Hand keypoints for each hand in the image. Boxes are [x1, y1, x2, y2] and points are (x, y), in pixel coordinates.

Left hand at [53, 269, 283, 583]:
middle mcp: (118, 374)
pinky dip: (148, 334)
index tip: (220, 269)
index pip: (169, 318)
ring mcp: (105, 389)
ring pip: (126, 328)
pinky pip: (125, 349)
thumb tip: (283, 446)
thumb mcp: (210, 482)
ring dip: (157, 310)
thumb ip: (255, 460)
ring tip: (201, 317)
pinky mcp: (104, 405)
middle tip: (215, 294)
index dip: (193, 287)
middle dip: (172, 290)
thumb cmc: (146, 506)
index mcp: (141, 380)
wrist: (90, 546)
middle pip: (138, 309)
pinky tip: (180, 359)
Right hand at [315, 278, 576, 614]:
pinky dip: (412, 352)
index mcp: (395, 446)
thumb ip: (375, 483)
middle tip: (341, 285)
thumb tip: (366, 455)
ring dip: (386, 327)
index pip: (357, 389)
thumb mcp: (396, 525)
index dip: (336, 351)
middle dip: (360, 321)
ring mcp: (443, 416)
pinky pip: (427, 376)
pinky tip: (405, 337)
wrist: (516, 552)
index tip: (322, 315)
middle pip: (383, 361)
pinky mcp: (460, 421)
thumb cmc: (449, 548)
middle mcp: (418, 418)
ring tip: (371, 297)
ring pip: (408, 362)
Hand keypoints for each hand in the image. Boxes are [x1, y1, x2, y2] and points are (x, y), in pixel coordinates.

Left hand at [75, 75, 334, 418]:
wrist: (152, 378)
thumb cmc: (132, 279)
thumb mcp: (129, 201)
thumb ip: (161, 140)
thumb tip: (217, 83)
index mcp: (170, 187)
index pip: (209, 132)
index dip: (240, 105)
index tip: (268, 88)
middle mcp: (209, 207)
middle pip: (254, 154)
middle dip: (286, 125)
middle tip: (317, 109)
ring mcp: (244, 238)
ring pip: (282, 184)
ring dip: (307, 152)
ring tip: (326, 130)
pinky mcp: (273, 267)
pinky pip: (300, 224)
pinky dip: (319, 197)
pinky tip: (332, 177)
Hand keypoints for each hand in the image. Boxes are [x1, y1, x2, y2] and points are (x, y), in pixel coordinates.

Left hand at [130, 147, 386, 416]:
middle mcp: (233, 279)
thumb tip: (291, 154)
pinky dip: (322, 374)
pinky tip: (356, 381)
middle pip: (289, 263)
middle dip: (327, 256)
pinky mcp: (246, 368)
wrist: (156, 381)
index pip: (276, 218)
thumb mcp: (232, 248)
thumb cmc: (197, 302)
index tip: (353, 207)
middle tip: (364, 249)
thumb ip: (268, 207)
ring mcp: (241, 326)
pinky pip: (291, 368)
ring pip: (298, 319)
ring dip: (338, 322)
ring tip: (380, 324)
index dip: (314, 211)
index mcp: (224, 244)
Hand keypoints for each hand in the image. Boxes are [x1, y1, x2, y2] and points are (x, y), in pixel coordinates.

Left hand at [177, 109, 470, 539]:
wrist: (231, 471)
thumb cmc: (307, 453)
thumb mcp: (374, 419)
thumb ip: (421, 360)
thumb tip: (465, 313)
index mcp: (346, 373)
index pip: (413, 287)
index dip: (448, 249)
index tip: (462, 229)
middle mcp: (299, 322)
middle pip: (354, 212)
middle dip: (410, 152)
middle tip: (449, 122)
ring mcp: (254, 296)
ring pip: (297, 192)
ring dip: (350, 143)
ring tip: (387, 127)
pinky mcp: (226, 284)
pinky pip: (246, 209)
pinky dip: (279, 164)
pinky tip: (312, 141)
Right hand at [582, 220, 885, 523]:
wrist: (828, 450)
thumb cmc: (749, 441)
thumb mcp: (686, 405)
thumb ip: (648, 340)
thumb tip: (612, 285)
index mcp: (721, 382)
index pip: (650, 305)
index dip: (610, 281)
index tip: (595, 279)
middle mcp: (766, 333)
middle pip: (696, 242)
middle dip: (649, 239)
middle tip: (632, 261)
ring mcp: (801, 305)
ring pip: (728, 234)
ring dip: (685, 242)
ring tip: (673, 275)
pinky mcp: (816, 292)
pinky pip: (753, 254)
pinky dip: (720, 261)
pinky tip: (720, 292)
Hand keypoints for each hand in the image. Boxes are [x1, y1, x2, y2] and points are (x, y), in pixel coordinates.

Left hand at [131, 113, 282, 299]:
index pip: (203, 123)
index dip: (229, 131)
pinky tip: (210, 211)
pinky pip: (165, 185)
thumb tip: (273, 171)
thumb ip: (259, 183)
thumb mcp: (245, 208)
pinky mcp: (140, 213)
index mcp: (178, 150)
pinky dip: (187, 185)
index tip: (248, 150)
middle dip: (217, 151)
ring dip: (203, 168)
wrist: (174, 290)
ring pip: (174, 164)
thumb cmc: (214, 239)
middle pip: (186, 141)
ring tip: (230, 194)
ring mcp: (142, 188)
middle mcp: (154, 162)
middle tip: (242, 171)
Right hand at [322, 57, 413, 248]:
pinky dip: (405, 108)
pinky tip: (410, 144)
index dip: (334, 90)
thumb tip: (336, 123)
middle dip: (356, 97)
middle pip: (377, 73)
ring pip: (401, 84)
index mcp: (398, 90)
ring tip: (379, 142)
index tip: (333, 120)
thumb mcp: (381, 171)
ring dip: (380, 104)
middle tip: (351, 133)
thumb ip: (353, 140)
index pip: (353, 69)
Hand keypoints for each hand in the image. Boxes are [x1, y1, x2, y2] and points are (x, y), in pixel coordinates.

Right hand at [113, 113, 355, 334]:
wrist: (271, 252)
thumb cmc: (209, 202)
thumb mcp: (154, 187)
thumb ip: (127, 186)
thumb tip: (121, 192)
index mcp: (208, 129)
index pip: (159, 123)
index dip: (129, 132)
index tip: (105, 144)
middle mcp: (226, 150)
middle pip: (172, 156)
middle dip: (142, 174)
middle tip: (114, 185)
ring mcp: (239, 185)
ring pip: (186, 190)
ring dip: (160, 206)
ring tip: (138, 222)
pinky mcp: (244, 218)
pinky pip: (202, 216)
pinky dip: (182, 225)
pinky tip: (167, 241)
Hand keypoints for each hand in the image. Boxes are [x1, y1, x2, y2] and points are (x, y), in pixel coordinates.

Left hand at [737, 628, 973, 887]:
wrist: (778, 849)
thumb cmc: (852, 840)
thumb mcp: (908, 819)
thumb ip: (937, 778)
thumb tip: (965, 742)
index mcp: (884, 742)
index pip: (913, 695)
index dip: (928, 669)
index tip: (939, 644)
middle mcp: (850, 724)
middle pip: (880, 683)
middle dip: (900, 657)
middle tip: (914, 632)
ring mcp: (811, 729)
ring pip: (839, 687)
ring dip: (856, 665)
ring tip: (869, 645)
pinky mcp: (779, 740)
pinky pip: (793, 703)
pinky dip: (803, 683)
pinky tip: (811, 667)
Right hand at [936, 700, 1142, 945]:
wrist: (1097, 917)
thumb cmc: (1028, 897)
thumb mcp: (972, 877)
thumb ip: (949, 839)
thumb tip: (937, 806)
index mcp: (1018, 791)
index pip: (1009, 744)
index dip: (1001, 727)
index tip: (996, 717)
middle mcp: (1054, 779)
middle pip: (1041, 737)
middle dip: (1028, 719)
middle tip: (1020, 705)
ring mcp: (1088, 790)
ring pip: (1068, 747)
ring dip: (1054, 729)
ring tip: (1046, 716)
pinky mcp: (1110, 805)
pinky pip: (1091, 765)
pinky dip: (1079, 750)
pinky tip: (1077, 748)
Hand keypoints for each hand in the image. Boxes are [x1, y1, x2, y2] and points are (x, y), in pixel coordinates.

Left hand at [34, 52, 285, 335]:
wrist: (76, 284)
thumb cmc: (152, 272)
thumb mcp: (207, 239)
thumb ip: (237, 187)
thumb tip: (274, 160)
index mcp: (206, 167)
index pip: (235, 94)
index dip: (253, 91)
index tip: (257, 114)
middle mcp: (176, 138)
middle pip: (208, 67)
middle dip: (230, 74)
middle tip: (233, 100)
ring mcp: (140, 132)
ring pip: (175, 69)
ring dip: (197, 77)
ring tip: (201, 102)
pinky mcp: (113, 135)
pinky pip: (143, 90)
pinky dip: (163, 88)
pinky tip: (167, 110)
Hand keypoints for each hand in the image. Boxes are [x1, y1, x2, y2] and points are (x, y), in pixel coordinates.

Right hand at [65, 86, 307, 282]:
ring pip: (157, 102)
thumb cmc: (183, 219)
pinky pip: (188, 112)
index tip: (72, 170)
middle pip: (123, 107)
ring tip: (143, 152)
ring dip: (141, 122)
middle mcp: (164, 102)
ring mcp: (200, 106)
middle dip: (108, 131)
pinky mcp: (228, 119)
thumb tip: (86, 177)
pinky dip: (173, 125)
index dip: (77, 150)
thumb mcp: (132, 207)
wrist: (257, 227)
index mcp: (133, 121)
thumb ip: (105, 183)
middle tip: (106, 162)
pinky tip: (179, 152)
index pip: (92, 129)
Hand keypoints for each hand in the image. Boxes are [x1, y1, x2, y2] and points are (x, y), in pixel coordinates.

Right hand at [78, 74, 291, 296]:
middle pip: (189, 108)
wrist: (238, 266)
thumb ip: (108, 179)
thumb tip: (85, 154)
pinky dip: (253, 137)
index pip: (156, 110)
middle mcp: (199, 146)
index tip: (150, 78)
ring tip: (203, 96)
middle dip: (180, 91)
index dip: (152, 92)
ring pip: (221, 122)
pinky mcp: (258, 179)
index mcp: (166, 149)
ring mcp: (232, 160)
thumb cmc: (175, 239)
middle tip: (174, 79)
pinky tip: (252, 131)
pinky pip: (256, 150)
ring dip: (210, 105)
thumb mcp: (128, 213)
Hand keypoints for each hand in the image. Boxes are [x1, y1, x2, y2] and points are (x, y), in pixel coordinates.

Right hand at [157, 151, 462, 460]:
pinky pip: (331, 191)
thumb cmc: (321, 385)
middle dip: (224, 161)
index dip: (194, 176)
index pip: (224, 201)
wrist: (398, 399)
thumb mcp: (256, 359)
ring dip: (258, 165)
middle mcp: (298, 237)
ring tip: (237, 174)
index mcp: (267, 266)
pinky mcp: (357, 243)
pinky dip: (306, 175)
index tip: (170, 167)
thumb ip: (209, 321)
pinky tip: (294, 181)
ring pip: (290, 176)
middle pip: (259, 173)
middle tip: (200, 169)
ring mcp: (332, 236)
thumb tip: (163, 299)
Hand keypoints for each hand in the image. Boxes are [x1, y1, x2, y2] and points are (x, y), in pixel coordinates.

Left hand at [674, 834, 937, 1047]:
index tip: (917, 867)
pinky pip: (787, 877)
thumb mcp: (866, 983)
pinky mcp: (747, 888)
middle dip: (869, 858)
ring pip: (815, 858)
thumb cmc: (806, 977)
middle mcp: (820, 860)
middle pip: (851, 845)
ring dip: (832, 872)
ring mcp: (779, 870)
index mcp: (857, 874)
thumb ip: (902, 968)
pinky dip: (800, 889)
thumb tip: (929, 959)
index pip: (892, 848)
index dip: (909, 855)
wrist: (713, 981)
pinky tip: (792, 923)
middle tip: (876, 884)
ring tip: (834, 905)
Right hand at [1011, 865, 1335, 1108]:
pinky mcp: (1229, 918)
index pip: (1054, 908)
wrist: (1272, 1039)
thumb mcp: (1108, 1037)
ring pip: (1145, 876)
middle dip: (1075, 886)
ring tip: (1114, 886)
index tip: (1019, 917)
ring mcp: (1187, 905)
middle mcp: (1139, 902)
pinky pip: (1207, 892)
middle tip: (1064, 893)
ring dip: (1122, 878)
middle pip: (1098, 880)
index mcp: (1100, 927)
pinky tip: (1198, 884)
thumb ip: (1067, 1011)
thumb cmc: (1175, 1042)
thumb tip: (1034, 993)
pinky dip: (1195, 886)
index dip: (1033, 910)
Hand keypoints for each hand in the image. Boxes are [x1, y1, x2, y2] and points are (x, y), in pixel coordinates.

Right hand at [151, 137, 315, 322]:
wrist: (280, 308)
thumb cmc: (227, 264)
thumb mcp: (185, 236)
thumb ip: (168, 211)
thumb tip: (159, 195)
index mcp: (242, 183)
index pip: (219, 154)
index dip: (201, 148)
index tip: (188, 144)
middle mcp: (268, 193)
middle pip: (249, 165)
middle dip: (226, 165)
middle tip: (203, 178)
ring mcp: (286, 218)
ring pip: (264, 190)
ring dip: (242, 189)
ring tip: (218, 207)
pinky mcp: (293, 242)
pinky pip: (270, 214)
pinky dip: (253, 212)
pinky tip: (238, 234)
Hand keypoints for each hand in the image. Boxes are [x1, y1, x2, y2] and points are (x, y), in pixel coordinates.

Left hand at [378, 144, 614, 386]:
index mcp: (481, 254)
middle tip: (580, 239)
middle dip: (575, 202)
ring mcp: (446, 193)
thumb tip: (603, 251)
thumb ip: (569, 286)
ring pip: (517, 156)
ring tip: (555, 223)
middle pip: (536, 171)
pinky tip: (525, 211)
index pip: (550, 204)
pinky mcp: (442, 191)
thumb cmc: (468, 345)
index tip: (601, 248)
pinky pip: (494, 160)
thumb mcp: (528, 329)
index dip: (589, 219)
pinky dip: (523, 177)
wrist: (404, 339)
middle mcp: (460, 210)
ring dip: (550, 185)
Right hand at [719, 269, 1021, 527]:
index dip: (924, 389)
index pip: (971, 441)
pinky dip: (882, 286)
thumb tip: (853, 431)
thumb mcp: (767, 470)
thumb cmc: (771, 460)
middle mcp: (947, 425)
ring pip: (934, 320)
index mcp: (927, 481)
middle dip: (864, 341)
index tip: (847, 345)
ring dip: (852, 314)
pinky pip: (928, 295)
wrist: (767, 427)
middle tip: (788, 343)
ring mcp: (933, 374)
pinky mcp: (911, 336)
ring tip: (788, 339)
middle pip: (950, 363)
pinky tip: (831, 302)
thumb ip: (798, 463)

####

Quote only the stretch of lines that starts the data above and ends with the line containing "ring pip: (408, 362)", both included.

= Response area =
Hand keypoints for each hand in the image. Boxes are [x1, y1, x2, y2] and points are (x, y), in pixel coordinates.

Left hand at [53, 269, 283, 583]:
middle mcp: (118, 374)
pinky dip: (148, 334)
index tip: (220, 269)
index pip: (169, 318)
ring mcp: (105, 389)
ring pip: (126, 328)
pinky pip: (125, 349)
thumb tip: (283, 446)
thumb mcp: (210, 482)
ring dip: (157, 310)
thumb ip: (255, 460)
ring tip: (201, 317)
pinky mcp: (104, 405)
middle tip: (215, 294)
index dip: (193, 287)
middle dip: (172, 290)
thumb cmc: (146, 506)
index mcp: (141, 380)
wrist: (90, 546)
middle pip: (138, 309)
pinky tip: (180, 359)
Right hand at [315, 278, 576, 614]:
pinky dip: (412, 352)
index mcp: (395, 446)
thumb ip: (375, 483)
middle tip: (341, 285)
thumb tip: (366, 455)
ring dip: (386, 327)
index pip: (357, 389)
thumb mcp: (396, 525)
index dip: (336, 351)
middle dip: (360, 321)
ring mcp: (443, 416)
pinky pip: (427, 376)
pinky tip: (405, 337)
wrist: (516, 552)
index tip: (322, 315)
middle pip: (383, 361)
pinky mcp: (460, 421)
thumb cmc: (449, 548)
middle mcp: (418, 418)
ring tip: (371, 297)
ring pip: (408, 362)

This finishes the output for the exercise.